Seja para atender a passivos ambientais, ou à voracidade inconseqüente e pouco esclarecida de grupos econômicos que tentam apropriar-se de áreas protegidas, o fato é que a flexibilização das normas representa regularização e novas oportunidades de negócio.

Quem perde neste jogo desregrado são a sociedade brasileira e as futuras gerações, reais detentoras do patrimônio ambiental. Neste cenário destacam-se em especial as Áreas de Preservação Permanente – APPs, definidas pelo Código Florestal Brasileiro. APPs são essenciais para a manutenção da qualidade ambiental e do equilíbrio ecológico, e não devem ceder espaço para a implantação de atividades econômicas em benefício de quaisquer origens e instituições, menos ainda de corporações e interesses de empresas e grupos particulares.

Pode parecer repetitivo reafirmarmos isso constantemente, mas os fatos mostram que isso se faz cada vez mais necessário, especialmente para melhorar o nível de consciência da população e do governo, sem falar na obrigatoriedade de esclarecimento para desavisados, oportunistas e outros eventuais que insistirem em atuar na contramão da sustentabilidade ambiental.
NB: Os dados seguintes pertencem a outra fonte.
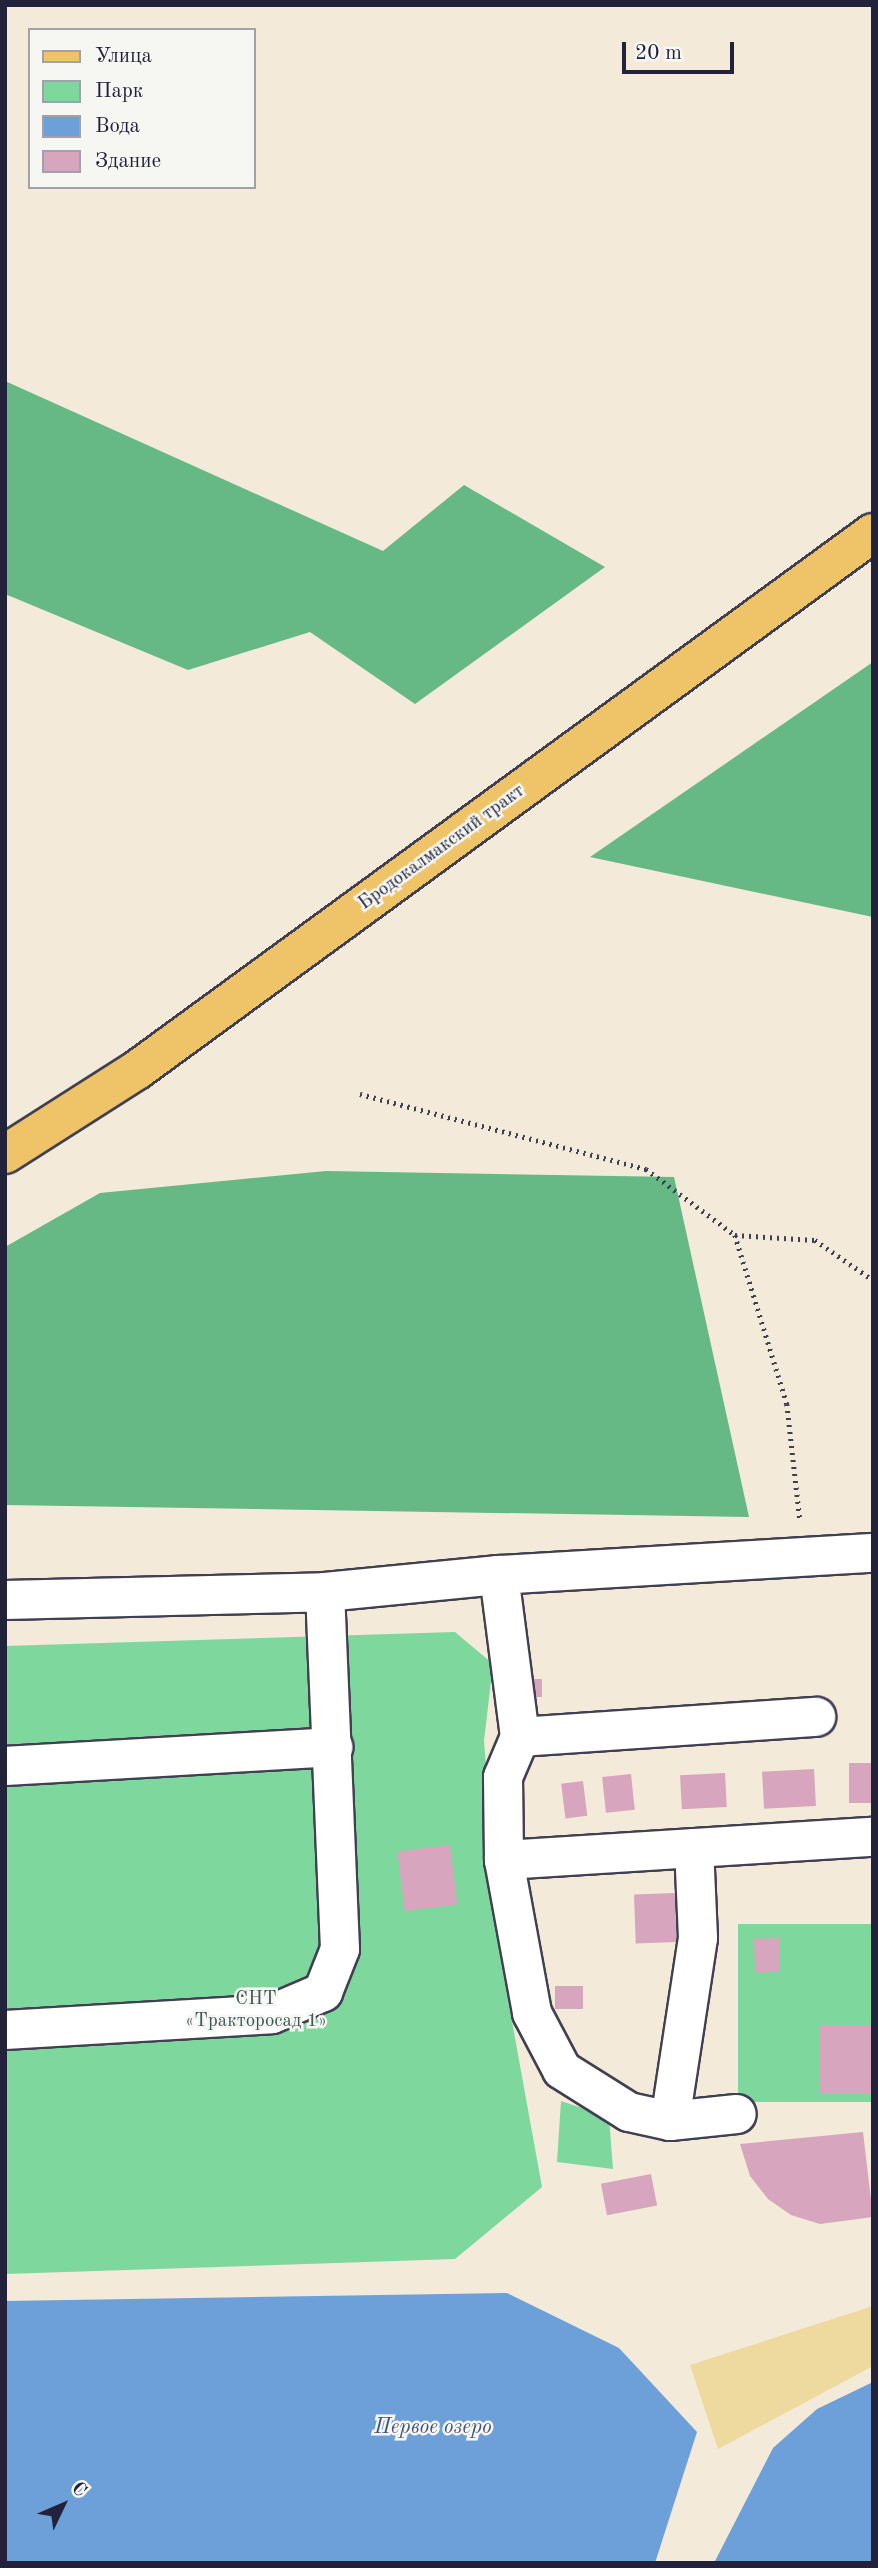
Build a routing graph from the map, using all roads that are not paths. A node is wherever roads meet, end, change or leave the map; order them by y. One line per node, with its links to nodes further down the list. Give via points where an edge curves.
1 (873, 533): 2 (main road, Бродокалмакский тракт, via 137,1070)
2 (5, 1154)
3 (873, 1553): 4 (street)
4 (499, 1576): 5 (street); 8 (street)
5 (325, 1592): 6 (street); 9 (street)
6 (5, 1600)
7 (816, 1717): 8 (street)
8 (520, 1737): 13 (street, via 503,1777)
9 (333, 1747): 10 (street); 15 (street, via 340,1949 323,1992 272,2014)
10 (5, 1766)
11 (873, 1837): 12 (street)
12 (694, 1848): 13 (street); 18 (street, via 698,1938)
13 (504, 1860): 16 (street, via 532,2013)
14 (566, 2019): 16 (street)
15 (5, 2030)
16 (562, 2070): 18 (street, via 629,2112)
17 (737, 2114): 18 (street)
18 (670, 2122)

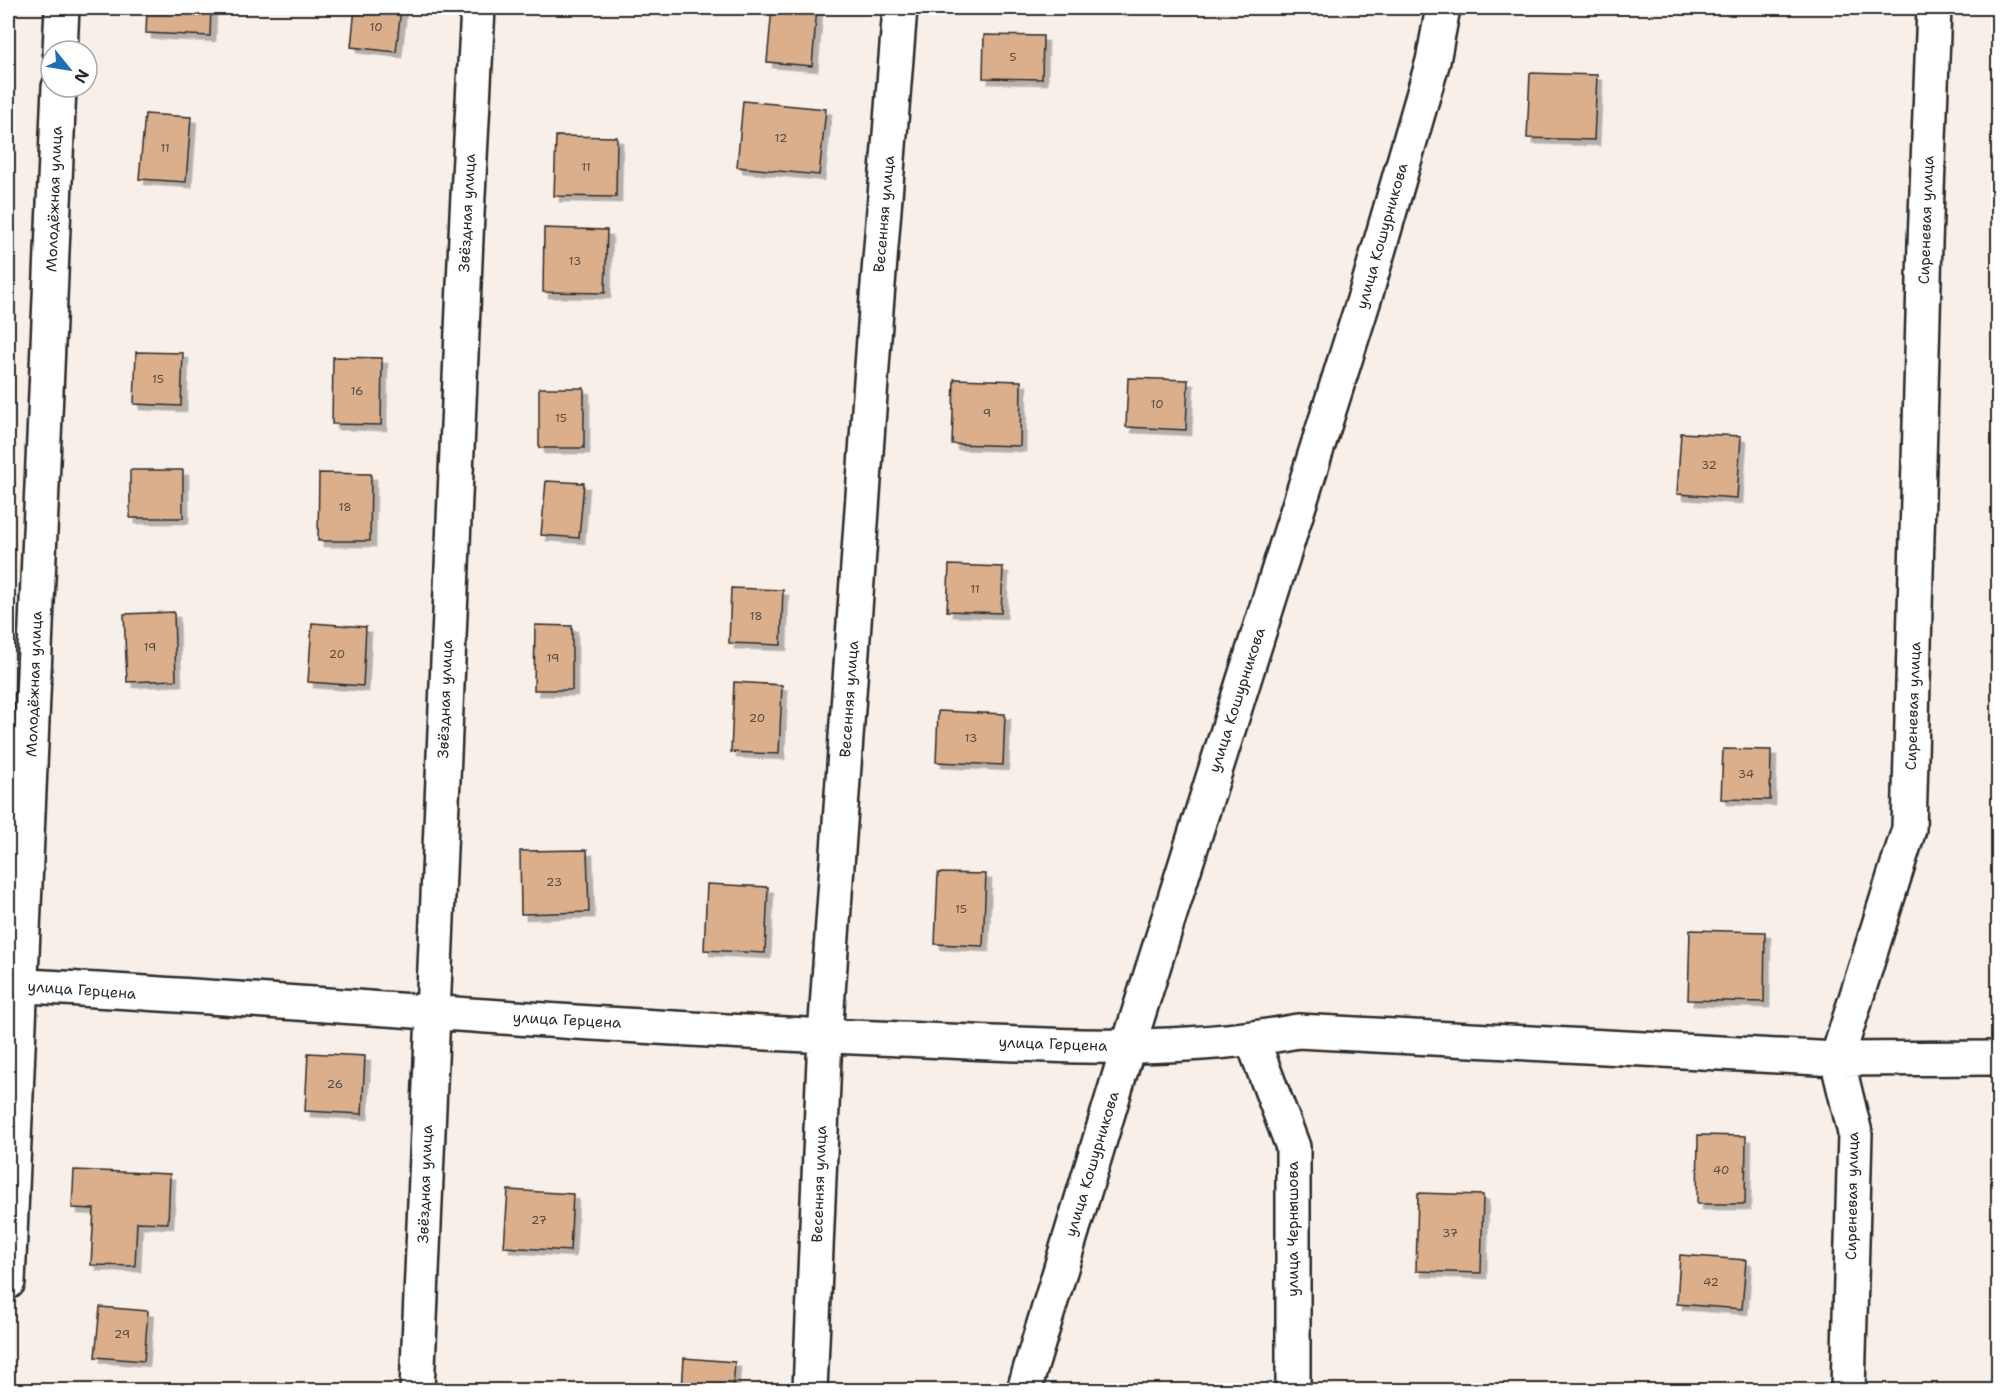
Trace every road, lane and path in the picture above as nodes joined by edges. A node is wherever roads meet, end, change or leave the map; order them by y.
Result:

É preciso ter sempre em mente que as APPs, incluindo aquelas relativas a topos de morros, montanhas e serras – que agora são objeto de discussão questionável por Grupo de Trabalho no CONAMA-Conselho Nacional do Meio Ambiente,  são bens de interesse nacional e espaços territoriais especialmente protegidos (art.225, CF). As APPs, cobertas ou não por vegetação, têm a função ambiental de preservar os recursos hídricos, a paisagem, a estabilidade geológica, a biodiversidade, o fluxo gênico de fauna e flora, proteger o solo e assegurar o bem-estar das populações humanas.
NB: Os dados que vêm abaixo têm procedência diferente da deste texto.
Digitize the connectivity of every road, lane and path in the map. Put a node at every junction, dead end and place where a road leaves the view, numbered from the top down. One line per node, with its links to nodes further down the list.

Com base na própria definição de APP, que revela suas múltiplas funções ambientais, qualquer cidadão conseqüente e leigo é capaz de deduzir que promover ameaças à sua proteção ou cogitar reduzir suas dimensões é um profundo equívoco, além de ser um ataque direto ao direito fundamental a um meio ambiente mais equilibrado. O prejuízo de tais posturas atinge toda a sociedade, a preservação dos ecossistemas, seus componentes, interações e serviços dos quais todos nós dependemos, sem possibilidade de reparação posterior compatível, vale dizer, de recomposição do “estado como era antes”, circunstâncias todas previsíveis, que em hipótese alguma pode ser ignorada pelo poder público, para efeito de eventuais responsabilizações.

Este entendimento, tão básico e fundamental, como reza o ordenamento jurídico brasileiro, há de estar assimilado a contento, por todos – coletividade e poderes públicos – que têm de zelar pelas Áreas de Preservação Permanente, como é o caso do Ministério do Meio Ambiente, de órgãos estaduais e municipais integrantes do SISNAMA-Sistema Nacional de Meio Ambiente, órgão públicos dos quais só se deve esperar as devidas prestações positivas para com o direito fundamental inscrito no artigo 225 da Carta Constitucional de todos nós.

Se por um lado o Ministério do Meio Ambiente está se propondo a promover uma campanha sobre as Áreas de Preservação Permanente, intitulada, “Vamos cuidar das APPs”, por outro, esta iniciativa corre o risco de se revestir da mais pura  demagogia se o referido órgão não passar a apresentar uma atuação que seja condizente com o efetivo resguardo destas áreas protegidas.

Um exemplo de condução equivocada do Ministério do Meio Ambiente no campo da gestão ambiental, no cenário atual, é a forma de instauração do Grupo de Trabalho no CONAMA para rediscutir conceitos e critérios relativos às Áreas de preservação Permanente de Topo de Morro (Resolução CONAMA 303/02) que vigoram há mais de duas décadas, alegando-se, só agora, supostas dúvidas em tais elementos, que justificariam a possibilidade de alterações no texto da citada norma, o que se reveste de alto risco para o meio ambiente. Este fato, por si só, já desperta para a imediata e profunda reflexão sobre as devidas motivações, que vêm sendo dispostas em documentos do referido grupo.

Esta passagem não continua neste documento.